A close-up of baked cherry cobbler in its glass baking dish

What Is Cobbler?

Cobbler is a fruit-based dessert very similar to a pie, except the "crust" is only on the top. The crust is also different than a pie crust. It's almost like a biscuit, and it's dropped by the spoonful on top of the fruit. When it bakes, the biscuits expand and form a top-crust that resembles a cobblestone street.

In the southern part of the United States, some people include a bottom crust on their cobbler, but that's the exception rather than the norm. Cobblers are also different from crisps and crumbles. Crisps usually have oats or nuts in their topping, and crumbles have more of a streusel-like topping.

Just like with actual biscuits, the key to a great cobbler topping texture is to cut the butter into the dry ingredients. I find it easiest to do this with a food processor. You can also freeze the butter and grate it, use a pastry cutter, or use your fingers, but this can cause the butter to warm up, so you have to frequently stop to chill the mixture.

An overhead view of a fork and a portion of cherry cobbler on a white plate, topped with whipped cream

The cobbler's topping can also take the form of shortcake batter, traditional cake batter or even cookie batter, but my preference will always be the biscuit-like topping.

The biscuit topping can even be flavored to complement the fruit filling. The cinnamon-flavored biscuits in this recipe would also be delicious over peaches or apples.
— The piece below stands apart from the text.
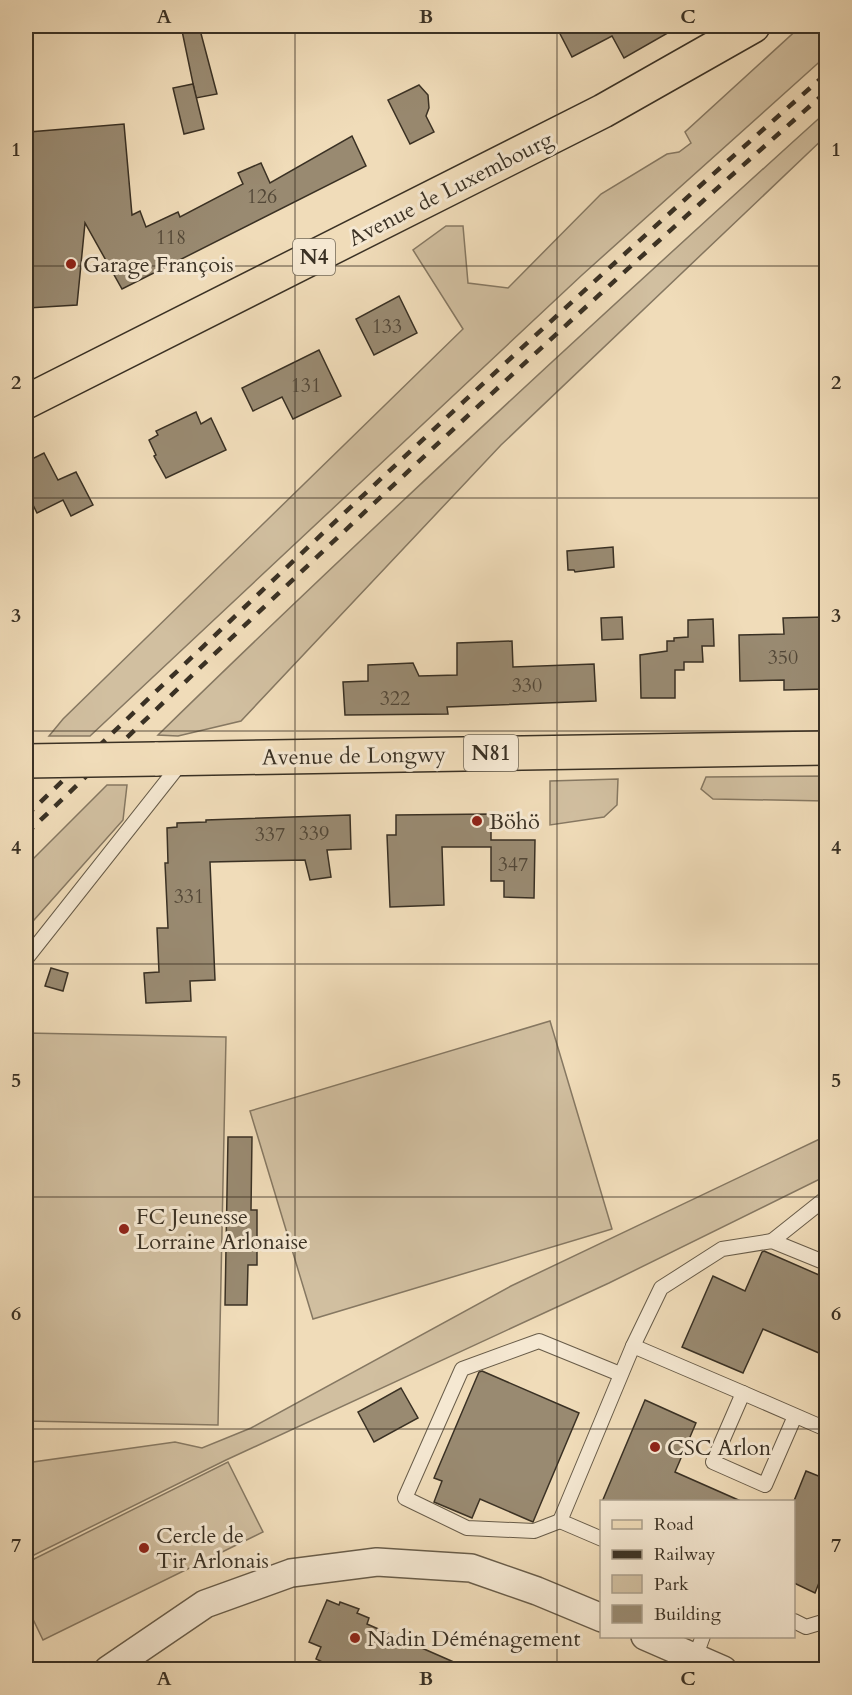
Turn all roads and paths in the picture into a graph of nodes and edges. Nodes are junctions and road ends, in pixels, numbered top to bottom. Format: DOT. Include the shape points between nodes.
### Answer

A portion of cherry cobbler on a white plate topped with whipped cream, in front of the remaining cobbler in a glass baking dish

I know that the idea of pitting almost two pounds of cherries can seem daunting. Believe me, my wrist is still sore! But fresh cherries were what I had on-hand, and they weren't going last much longer in the fridge.

But it's also perfectly fine to use frozen, pre-pitted cherries for your cherry cobbler if you like! No need to even thaw them before cooking them in the Dutch oven. I recommend halving fresh cherries that you pit yourself because it's a good way to ensure that no pits have snuck by. Saves you from a sore tooth later on!

A portion of cherry cobbler topped with whipped cream

Cherry Cobbler

Yield: 8 servings
Prep Time: 20 minutes
Cook Time: 20 minutes
Total Time: 40 minutes

Cherry cobbler is an easy dessert that takes advantage of fresh summer cherries. Serve warm, topped with cold whipped cream or ice cream.


For the filling

  • 5 cups (1 lb 12 oz/770 g) pitted sweet cherries, halved
  • ⅔ cup (4.5 oz/133 g) sugar
  • 2 tablespoon cornstarch
  • ¼ teaspoon kosher salt
  • Juice of 1 medium lemon
  • 1 teaspoon vanilla extract
  • ¼ teaspoon almond extract

For the topping

  • 1 cup (4.25 oz/130 g) all-purpose flour
  • ½ cup (3.5 oz/100 g) sugar
  • 1 teaspoon baking powder
  • ¼ teaspoon salt
  • ¼ teaspoon ground cinnamon
  • 4 tablespoon (2 oz/56 g) unsalted butter, cold
  • ⅓ cup milk
  • ¼ teaspoon almond extract


  1. Place the cherries in a Dutch oven or other large saucepan.
  2. Combine the sugar, cornstarch and salt. Add the saucepan and stir to coat the cherries.
  3. Add the lemon juice, vanilla and almond extracts, and stir to combine. Set over high heat and bring to a boil.
  4. Lower the heat to medium-low and cook for 5 minutes, stirring occasionally, until the juices have thickened and the cherries are softened.
  5. Pour the cherry mixture into a 2-quart (11x8-inch) rectangular baking dish.
  6. Make the topping: combine the flour, sugar, baking powder, salt and cinnamon in a food processor, pulse a few times to combine. Cut the butter into small cubes and add to the food processor, and pulse until the mixture resembles crumbs.
  7. Transfer the mixture to a bowl. Combine the milk and almond extract, and add to the crumb mixture. Gently fold to combine.
  8. Drop spoonfuls of the biscuit batter on top of the cherries. The drops don't have to touch, they will expand during baking.
  9. Preheat the oven to 400 degrees. Once preheated, bake the cobbler for 18 to 20 minutes, or until the mixture looks light brown on top and the fruit juices are bubbling.
  10. Cool slightly before serving, topped with ice cream or whipped cream.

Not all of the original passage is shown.